Völlig kaputt erreichen wir Puerto Escondido in den frühen Morgenstunden und laufen zu dem Hostel, über welches wir uns bereits im Vorfeld informiert haben. Nach dem Einchecken ist es endlich soweit. Wir baden alle zum ersten Mal im pupswarmen Pazifik und werden von den gewaltigen Wellen brutal umgehauen. Bereits ein paar Tage später führt eine dieser teilweise nicht vorhersehbaren Monsterwellen meine Umhängetasche spazieren und zerstört dabei mein geliebtes Handy. Der Ort ist bei Surfern wegen seiner 6 Meter hohen Wellen enorm beliebt und wir liebäugeln tatsächlich für eine Weile damit, einen Surfkurs zu machen.
So wunderschön der Strand auch ist und so doll die Sonne auch scheint: all das kann nicht wirklich darüber hinwegtrösten, dass Puerto Escondido ein an sich ziemlicher hässlicher Ort ist. Ein unförmiger Betonblock reiht sich an den anderen und Bauruinen zerstören die Idylle.

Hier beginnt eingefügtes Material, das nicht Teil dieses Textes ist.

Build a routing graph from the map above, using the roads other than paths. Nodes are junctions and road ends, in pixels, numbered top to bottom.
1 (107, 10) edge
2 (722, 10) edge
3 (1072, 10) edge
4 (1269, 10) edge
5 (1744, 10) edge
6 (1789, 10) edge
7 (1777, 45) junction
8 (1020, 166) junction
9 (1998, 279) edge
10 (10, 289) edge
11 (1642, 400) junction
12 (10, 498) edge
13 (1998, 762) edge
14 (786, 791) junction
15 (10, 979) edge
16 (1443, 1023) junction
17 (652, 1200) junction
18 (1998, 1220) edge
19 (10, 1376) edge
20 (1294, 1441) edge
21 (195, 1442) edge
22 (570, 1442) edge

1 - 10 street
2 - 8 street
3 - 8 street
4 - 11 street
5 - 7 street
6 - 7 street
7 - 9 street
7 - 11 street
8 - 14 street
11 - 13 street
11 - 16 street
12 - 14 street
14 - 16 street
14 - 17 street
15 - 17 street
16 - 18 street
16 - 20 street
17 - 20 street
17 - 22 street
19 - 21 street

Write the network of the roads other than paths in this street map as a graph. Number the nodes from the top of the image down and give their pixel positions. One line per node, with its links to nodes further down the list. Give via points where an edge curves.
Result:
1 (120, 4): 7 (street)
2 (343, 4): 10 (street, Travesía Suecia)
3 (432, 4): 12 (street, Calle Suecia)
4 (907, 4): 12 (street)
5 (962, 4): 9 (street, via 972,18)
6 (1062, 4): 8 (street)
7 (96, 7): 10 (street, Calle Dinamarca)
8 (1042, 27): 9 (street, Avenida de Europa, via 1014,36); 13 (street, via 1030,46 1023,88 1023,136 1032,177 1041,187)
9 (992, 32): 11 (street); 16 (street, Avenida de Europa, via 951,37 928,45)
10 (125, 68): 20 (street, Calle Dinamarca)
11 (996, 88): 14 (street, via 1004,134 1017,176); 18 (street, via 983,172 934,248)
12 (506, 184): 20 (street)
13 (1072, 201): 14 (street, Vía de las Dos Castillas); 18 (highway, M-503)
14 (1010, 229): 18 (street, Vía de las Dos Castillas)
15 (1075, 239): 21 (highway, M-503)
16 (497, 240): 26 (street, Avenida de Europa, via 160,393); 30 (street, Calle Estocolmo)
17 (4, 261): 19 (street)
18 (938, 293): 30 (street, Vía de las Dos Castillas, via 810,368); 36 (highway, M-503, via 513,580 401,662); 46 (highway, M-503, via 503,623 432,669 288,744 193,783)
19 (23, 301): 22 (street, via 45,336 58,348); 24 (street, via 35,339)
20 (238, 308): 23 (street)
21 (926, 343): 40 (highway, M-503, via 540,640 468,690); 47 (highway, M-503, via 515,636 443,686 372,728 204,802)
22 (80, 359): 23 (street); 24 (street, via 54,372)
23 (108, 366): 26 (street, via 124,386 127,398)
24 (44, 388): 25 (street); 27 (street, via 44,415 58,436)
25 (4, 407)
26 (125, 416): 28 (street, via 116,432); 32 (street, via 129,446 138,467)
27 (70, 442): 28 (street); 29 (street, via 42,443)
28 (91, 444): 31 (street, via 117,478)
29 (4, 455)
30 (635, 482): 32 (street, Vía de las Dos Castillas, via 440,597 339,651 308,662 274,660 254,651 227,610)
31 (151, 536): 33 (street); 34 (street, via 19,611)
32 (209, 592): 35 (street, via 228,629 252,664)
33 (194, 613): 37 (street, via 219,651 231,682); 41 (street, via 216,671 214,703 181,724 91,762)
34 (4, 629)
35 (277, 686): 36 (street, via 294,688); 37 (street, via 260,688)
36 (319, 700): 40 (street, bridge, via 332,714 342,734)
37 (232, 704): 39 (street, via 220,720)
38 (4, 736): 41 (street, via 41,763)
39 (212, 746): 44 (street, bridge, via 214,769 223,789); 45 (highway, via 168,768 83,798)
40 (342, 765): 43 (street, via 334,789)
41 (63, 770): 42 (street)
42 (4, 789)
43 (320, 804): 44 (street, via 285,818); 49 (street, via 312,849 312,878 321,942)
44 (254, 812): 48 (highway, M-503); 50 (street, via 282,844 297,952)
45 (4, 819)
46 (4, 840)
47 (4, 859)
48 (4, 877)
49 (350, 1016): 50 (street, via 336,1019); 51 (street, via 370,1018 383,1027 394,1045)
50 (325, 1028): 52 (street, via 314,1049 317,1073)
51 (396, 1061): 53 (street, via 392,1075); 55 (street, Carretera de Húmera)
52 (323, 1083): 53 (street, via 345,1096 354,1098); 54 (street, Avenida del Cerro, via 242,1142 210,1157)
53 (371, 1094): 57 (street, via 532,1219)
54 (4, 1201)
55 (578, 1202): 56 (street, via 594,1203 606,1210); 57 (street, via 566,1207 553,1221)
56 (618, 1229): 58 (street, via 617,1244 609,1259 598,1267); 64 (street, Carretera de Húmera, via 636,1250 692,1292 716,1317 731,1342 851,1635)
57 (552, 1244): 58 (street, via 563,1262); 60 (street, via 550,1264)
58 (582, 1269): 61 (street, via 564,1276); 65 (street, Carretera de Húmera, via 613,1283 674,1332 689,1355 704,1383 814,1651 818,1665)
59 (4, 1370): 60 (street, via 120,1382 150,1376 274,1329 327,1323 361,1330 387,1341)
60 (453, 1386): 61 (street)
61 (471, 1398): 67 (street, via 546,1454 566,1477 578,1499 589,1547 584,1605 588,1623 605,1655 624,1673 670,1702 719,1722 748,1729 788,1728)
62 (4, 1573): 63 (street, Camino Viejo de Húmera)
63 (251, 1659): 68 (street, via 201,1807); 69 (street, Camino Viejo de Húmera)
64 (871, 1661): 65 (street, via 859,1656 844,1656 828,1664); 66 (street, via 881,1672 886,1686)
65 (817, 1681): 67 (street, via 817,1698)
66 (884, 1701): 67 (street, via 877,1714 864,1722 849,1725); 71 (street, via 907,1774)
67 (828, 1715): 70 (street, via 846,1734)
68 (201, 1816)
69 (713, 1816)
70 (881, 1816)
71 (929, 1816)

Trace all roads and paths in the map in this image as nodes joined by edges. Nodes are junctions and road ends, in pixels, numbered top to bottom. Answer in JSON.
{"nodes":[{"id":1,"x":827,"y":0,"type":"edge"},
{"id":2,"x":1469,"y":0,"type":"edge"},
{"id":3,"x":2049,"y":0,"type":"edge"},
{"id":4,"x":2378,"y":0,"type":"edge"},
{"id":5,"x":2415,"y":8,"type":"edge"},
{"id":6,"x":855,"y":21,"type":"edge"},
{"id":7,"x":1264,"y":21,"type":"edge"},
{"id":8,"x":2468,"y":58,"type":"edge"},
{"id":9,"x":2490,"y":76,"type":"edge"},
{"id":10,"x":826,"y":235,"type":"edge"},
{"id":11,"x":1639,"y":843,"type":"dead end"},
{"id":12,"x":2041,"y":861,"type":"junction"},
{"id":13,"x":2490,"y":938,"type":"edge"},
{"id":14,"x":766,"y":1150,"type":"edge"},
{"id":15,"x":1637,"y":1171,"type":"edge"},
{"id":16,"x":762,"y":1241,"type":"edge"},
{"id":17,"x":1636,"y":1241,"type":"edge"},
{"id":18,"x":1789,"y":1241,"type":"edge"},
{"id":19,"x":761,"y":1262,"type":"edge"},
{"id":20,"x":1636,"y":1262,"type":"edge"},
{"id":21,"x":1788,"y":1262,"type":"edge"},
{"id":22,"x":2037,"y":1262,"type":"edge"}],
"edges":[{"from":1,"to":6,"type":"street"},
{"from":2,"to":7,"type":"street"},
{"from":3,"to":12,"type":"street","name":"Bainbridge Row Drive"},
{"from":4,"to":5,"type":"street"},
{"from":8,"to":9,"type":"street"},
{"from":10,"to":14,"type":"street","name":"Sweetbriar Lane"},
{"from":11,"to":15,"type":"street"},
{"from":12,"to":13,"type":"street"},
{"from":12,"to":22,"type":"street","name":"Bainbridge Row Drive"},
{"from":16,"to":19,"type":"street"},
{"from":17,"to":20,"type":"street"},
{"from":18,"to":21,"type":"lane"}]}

Auf dem Rückweg vom Strand laufen wir zufälligerweise an einem Café vorbei, deren Besitzerin sich als Schweizerin herausstellt. Sie gibt uns einige wichtige Tipps über den Ort, rät uns, an der Pazifikküste zu bleiben, da es viel günstiger und auch ruhiger zugeht als in der Karibik.
Zurück im Hostel freunden wir uns mit Nina, einer Stuttgarterin an, die bereits einige Zeit durch Südamerika gereist ist und Mexiko nutzt, um ihre Reise in Ruhe ausklingen zu lassen.
Nachdem wir eine unschöne Nacht in einem nicht durchlüfteten und heißem Schlafsaal ohne Fenster, dafür mit Wellblechdach verbracht haben, beschließen wir zu viert, das Hostel zu wechseln.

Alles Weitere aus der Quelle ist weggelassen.